The process of a liquid becoming a solid has the added bonus of releasing latent heat. The released latent head heat causes increased buoyancy resulting in increased updrafts, and ultimately can lead to significant cumulus cloud growth. The clouds grow tall and double in size.
One of the primary founders of this phenomenon was Joanne Simpson. Joanne created a model that successfully predicted the cloud growth resulting from the release of latent heat. Joanne went on to direct the Stormfurry project. Stormfurry was based on the idea that you could take the concepts of cloud seeding, specifically the benefits of Dynamic Seeding, and use the process to weaken thunderstorms.
There were attempts to use the concepts of cloud seeding to weaken hurricanes. The idea was to add silver iodide. As a result, the thunderstorms of the rainband would grow due to the release of latent heat. This in turn would weaken the eyewall. The goal was to reduce a hurricanes wind speeds by at least 10%. Though the theory was good, it ultimately did not work due to a fundamental requirement for successful cloud seeding. There must be a significant amount of supercooled water. Hurricane convection does not produce an abundant amount of supercooled water. In all fairness, it should be mentioned that the scientists diligently working on this theory were limited in the scope of there testing region. In fact the approved testing region was so small that many times the hurricane would pass right by the region before it could be treated.
Cloud seeding research dates back to the 1940's. The initial discovery was made by General Electric. GE found that dry ice could be used to turn supercooled water droplets into ice crystals.
Historically, a large part of the problem with cloud seeding has been the limitations on experimentation. Much of the early research was poorly funded or not funded enough to prove the benefits of cloud seeding. Joanne Simpson ran into this problem when she left the Stormfurry project to direct the Florida Area Cumulus Experiment (FACE). The mission of FACE was to prove the viability of cloud seeding by increasing rainfall in southern Florida, USA. While the research they did complete had great promise, funding was not available to prove the benefits of cloud seeding to the scientific community.
The Desert Research Institute has completed very compelling studies in Nevada, Colorado, and various regions throughout the world. Their primary goal has been to increase the snowpack in southern Nevada. Within the watersheds focused on, they have successfully proved the viability of cloud seeding with up to a 10% increase in snowpack. The increased snowpack has resulted in up to 80,000 acre feet at a cost of $7 to $18 dollars per acre foot. Even the National Academy of Science recognized their research as a positive sign of the potential benefits of cloud seeding.
Does cloud seeding just provide precipitation for one region only to steal it from another?

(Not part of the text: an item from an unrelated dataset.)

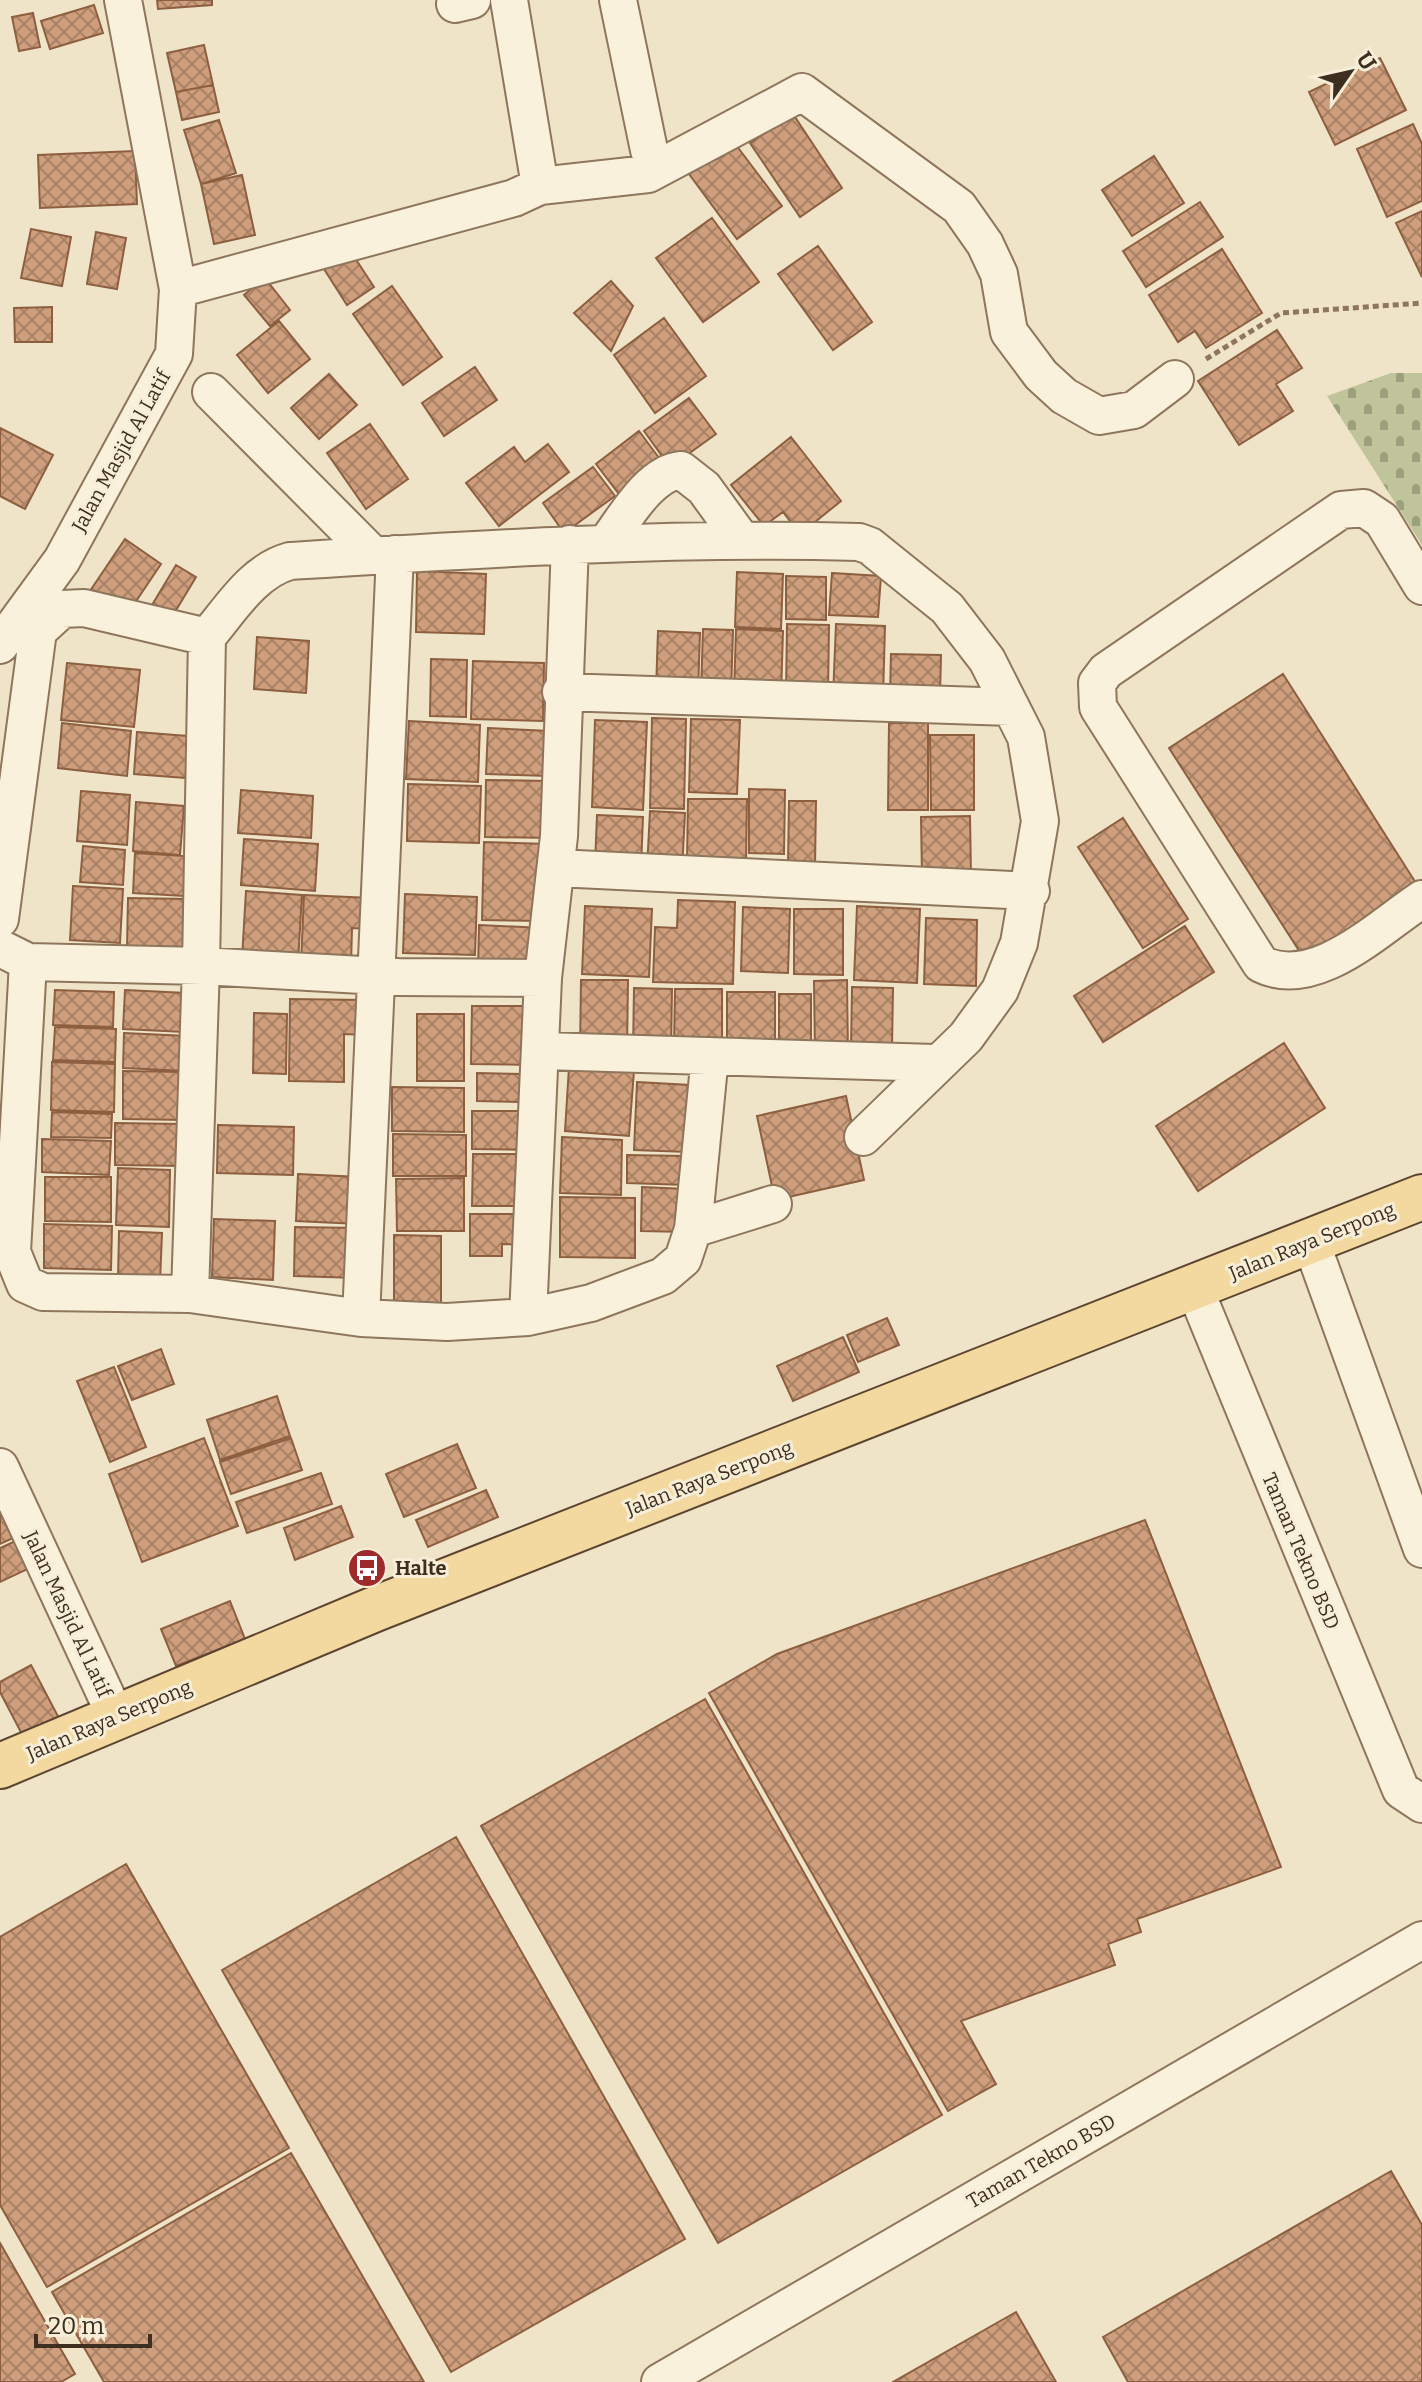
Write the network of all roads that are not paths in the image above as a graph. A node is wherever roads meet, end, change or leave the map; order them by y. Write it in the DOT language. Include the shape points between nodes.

Research has shown that the regions beyond the area being cloud seeded do not have less rain. There is an abundant amount of water in the air all around us in the form of liquid and vapor. In the United States, only 10% of the water and vapor in the air actually fall to the ground in precipitation. When you consider the best cloud seeding expectations increase precipitation by 10%, there is still plenty of liquid and vapor in the air.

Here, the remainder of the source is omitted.